▼

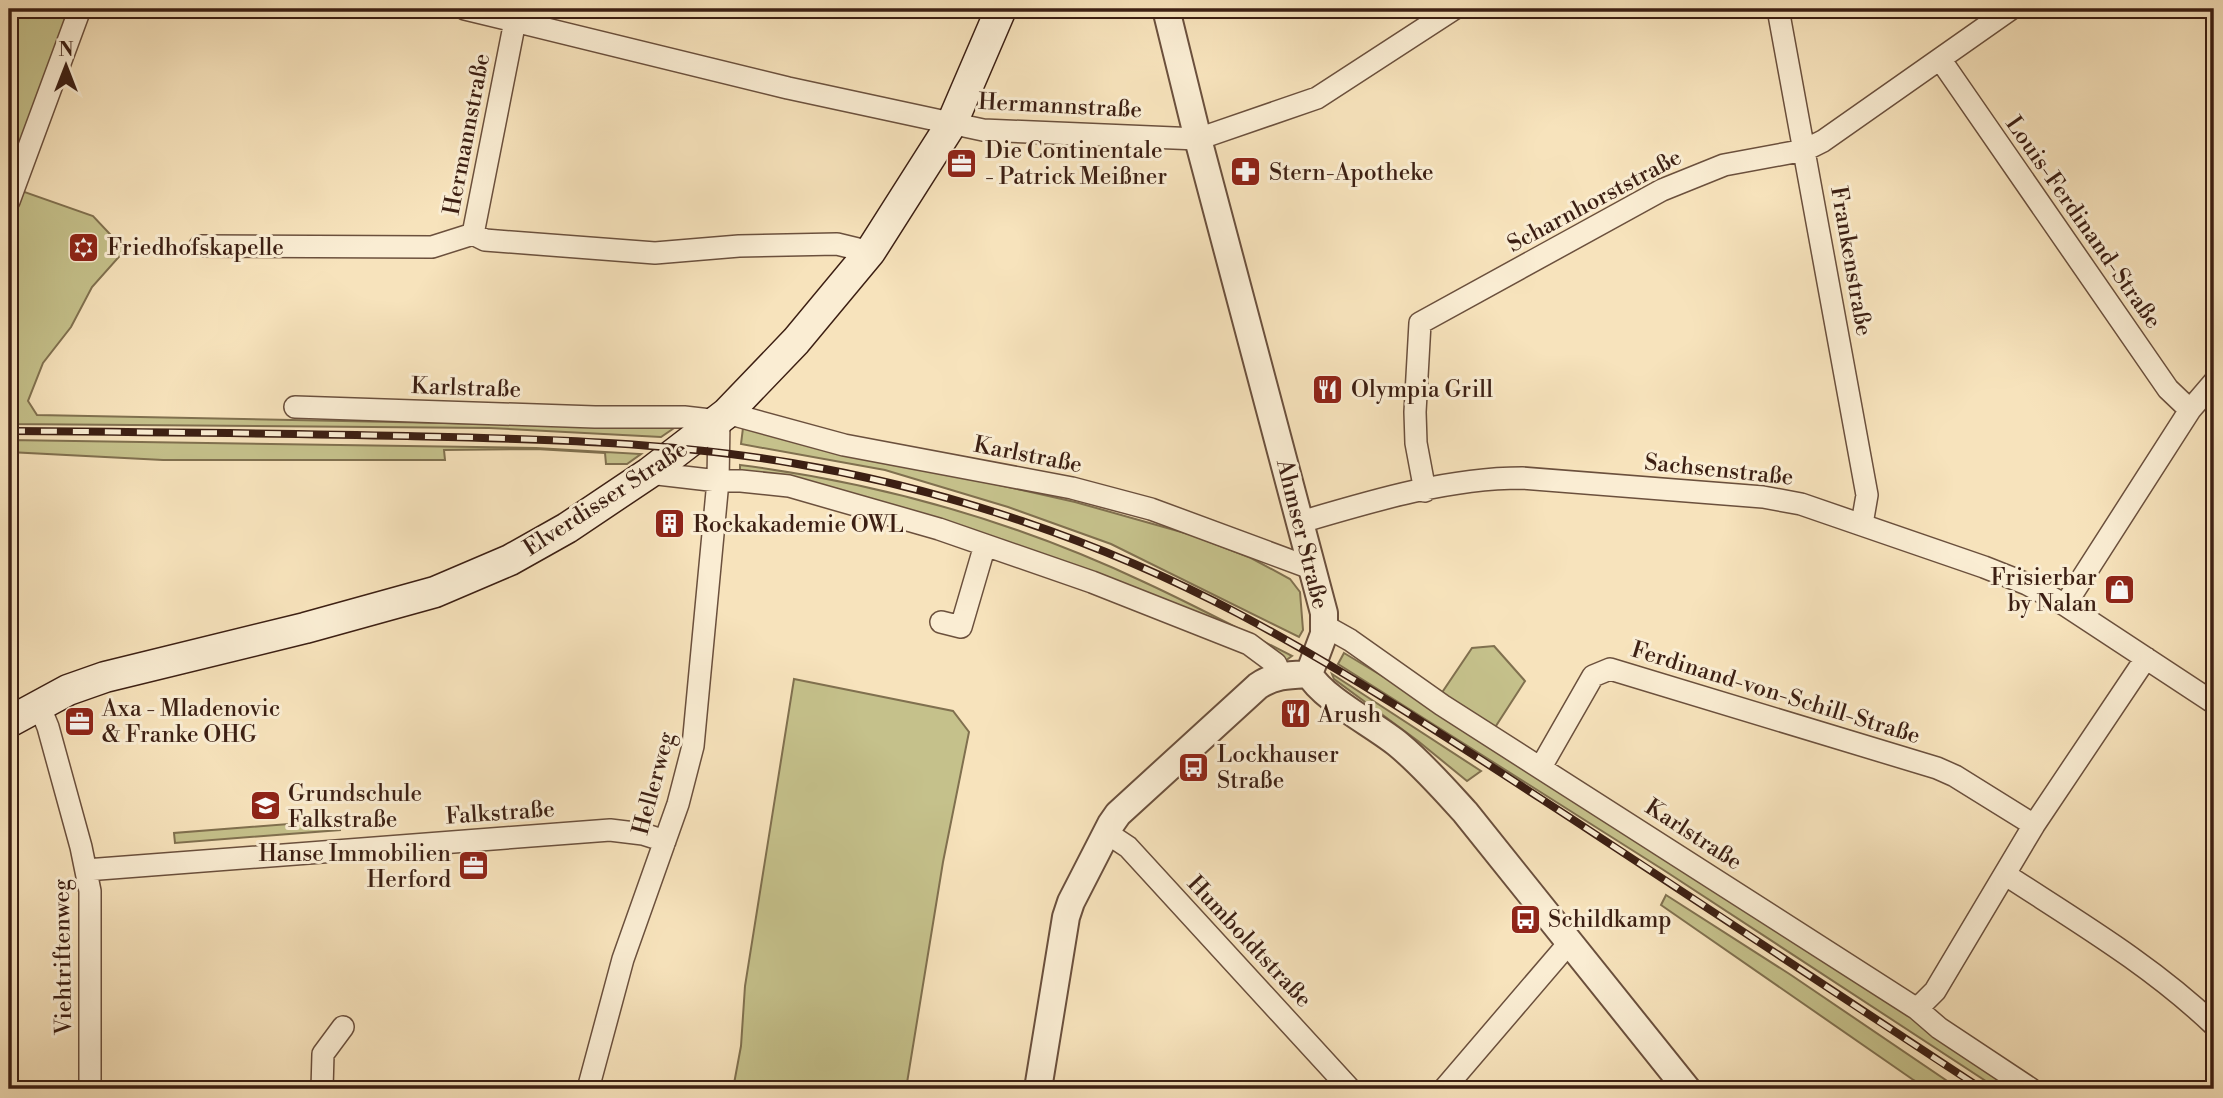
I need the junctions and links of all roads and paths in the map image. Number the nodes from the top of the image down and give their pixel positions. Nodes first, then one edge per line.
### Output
1 (80, 9) edge
2 (465, 9) edge
3 (1001, 9) edge
4 (1166, 9) edge
5 (1454, 9) edge
6 (1778, 9) edge
7 (2011, 9) edge
8 (515, 21) junction
9 (1940, 59) junction
10 (952, 123) junction
11 (1198, 139) junction
12 (1805, 150) junction
13 (9, 201) edge
14 (473, 234) junction
15 (200, 246) dead end
16 (870, 252) junction
17 (2214, 382) edge
18 (295, 407) dead end
19 (2190, 410) junction
20 (723, 417) junction
21 (649, 473) junction
22 (718, 481) junction
23 (1425, 491) junction
24 (1301, 522) junction
25 (1862, 524) junction
26 (985, 545) junction
27 (1313, 569) junction
28 (2065, 605) junction
29 (941, 622) dead end
30 (1325, 626) junction
31 (2146, 659) junction
32 (1309, 674) junction
33 (1281, 676) junction
34 (2214, 703) edge
35 (39, 705) junction
36 (9, 722) edge
37 (1541, 767) junction
38 (2034, 825) junction
39 (1107, 833) junction
40 (665, 841) junction
41 (86, 870) junction
42 (2006, 876) junction
43 (1569, 943) junction
44 (1917, 1009) junction
45 (2214, 1024) edge
46 (343, 1027) dead end
47 (90, 1089) edge
48 (322, 1089) edge
49 (588, 1089) edge
50 (1038, 1089) edge
51 (1350, 1089) edge
52 (1444, 1089) edge
53 (1687, 1089) edge
54 (2031, 1089) edge

1 - 13 street
2 - 8 street, Hermannstraße
3 - 10 main road, Elverdisser Straße
4 - 11 street, Ahmser Straße
5 - 11 street, Hermannstraße
6 - 12 street, Frankenstraße
7 - 9 street, Scharnhorststraße
8 - 10 street, Hermannstraße
8 - 14 street, Hermannstraße
9 - 12 street, Scharnhorststraße
9 - 19 street, Louis-Ferdinand-Straße
10 - 11 street, Hermannstraße
10 - 16 main road, Elverdisser Straße
11 - 24 street, Ahmser Straße
12 - 23 street, Scharnhorststraße
12 - 25 street, Frankenstraße
14 - 15 street, Hermannstraße
14 - 16 street
16 - 20 main road, Elverdisser Straße
17 - 19 street
18 - 20 street, Karlstraße
19 - 28 street
20 - 21 main road, Elverdisser Straße
20 - 22 street, Hellerweg
20 - 27 street, Karlstraße
21 - 22 street
21 - 35 main road, Elverdisser Straße
22 - 26 street
22 - 40 street, Hellerweg
23 - 24 street, Sachsenstraße
23 - 25 street, Sachsenstraße
24 - 27 street, Ahmser Straße
25 - 28 street, Sachsenstraße
26 - 29 street
26 - 33 street
27 - 30 street, Ahmser Straße
28 - 31 street, Sachsenstraße
30 - 32 street, Ahmser Straße
30 - 37 street, Karlstraße
31 - 34 street, Sachsenstraße
31 - 38 street
32 - 33 street
32 - 43 street
33 - 39 street
35 - 36 main road, Elverdisser Straße
35 - 41 street, Viehtriftenweg
37 - 38 street, Ferdinand-von-Schill-Straße
37 - 44 street, Karlstraße
38 - 42 street
39 - 50 street
39 - 51 street, Humboldtstraße
40 - 41 street, Falkstraße
40 - 49 street, Hellerweg
41 - 47 street, Viehtriftenweg
42 - 44 street
42 - 45 street
43 - 52 street
43 - 53 street
44 - 54 street, Karlstraße
46 - 48 street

▲

● Assignment
Once the pictures are set aside, output all of the data above verbatim.

● Answer
I need the junctions and links of all roads and paths in the map image. Number the nodes from the top of the image down and give their pixel positions. Nodes first, then one edge per line.
### Output
1 (80, 9) edge
2 (465, 9) edge
3 (1001, 9) edge
4 (1166, 9) edge
5 (1454, 9) edge
6 (1778, 9) edge
7 (2011, 9) edge
8 (515, 21) junction
9 (1940, 59) junction
10 (952, 123) junction
11 (1198, 139) junction
12 (1805, 150) junction
13 (9, 201) edge
14 (473, 234) junction
15 (200, 246) dead end
16 (870, 252) junction
17 (2214, 382) edge
18 (295, 407) dead end
19 (2190, 410) junction
20 (723, 417) junction
21 (649, 473) junction
22 (718, 481) junction
23 (1425, 491) junction
24 (1301, 522) junction
25 (1862, 524) junction
26 (985, 545) junction
27 (1313, 569) junction
28 (2065, 605) junction
29 (941, 622) dead end
30 (1325, 626) junction
31 (2146, 659) junction
32 (1309, 674) junction
33 (1281, 676) junction
34 (2214, 703) edge
35 (39, 705) junction
36 (9, 722) edge
37 (1541, 767) junction
38 (2034, 825) junction
39 (1107, 833) junction
40 (665, 841) junction
41 (86, 870) junction
42 (2006, 876) junction
43 (1569, 943) junction
44 (1917, 1009) junction
45 (2214, 1024) edge
46 (343, 1027) dead end
47 (90, 1089) edge
48 (322, 1089) edge
49 (588, 1089) edge
50 (1038, 1089) edge
51 (1350, 1089) edge
52 (1444, 1089) edge
53 (1687, 1089) edge
54 (2031, 1089) edge

1 - 13 street
2 - 8 street, Hermannstraße
3 - 10 main road, Elverdisser Straße
4 - 11 street, Ahmser Straße
5 - 11 street, Hermannstraße
6 - 12 street, Frankenstraße
7 - 9 street, Scharnhorststraße
8 - 10 street, Hermannstraße
8 - 14 street, Hermannstraße
9 - 12 street, Scharnhorststraße
9 - 19 street, Louis-Ferdinand-Straße
10 - 11 street, Hermannstraße
10 - 16 main road, Elverdisser Straße
11 - 24 street, Ahmser Straße
12 - 23 street, Scharnhorststraße
12 - 25 street, Frankenstraße
14 - 15 street, Hermannstraße
14 - 16 street
16 - 20 main road, Elverdisser Straße
17 - 19 street
18 - 20 street, Karlstraße
19 - 28 street
20 - 21 main road, Elverdisser Straße
20 - 22 street, Hellerweg
20 - 27 street, Karlstraße
21 - 22 street
21 - 35 main road, Elverdisser Straße
22 - 26 street
22 - 40 street, Hellerweg
23 - 24 street, Sachsenstraße
23 - 25 street, Sachsenstraße
24 - 27 street, Ahmser Straße
25 - 28 street, Sachsenstraße
26 - 29 street
26 - 33 street
27 - 30 street, Ahmser Straße
28 - 31 street, Sachsenstraße
30 - 32 street, Ahmser Straße
30 - 37 street, Karlstraße
31 - 34 street, Sachsenstraße
31 - 38 street
32 - 33 street
32 - 43 street
33 - 39 street
35 - 36 main road, Elverdisser Straße
35 - 41 street, Viehtriftenweg
37 - 38 street, Ferdinand-von-Schill-Straße
37 - 44 street, Karlstraße
38 - 42 street
39 - 50 street
39 - 51 street, Humboldtstraße
40 - 41 street, Falkstraße
40 - 49 street, Hellerweg
41 - 47 street, Viehtriftenweg
42 - 44 street
42 - 45 street
43 - 52 street
43 - 53 street
44 - 54 street, Karlstraße
46 - 48 street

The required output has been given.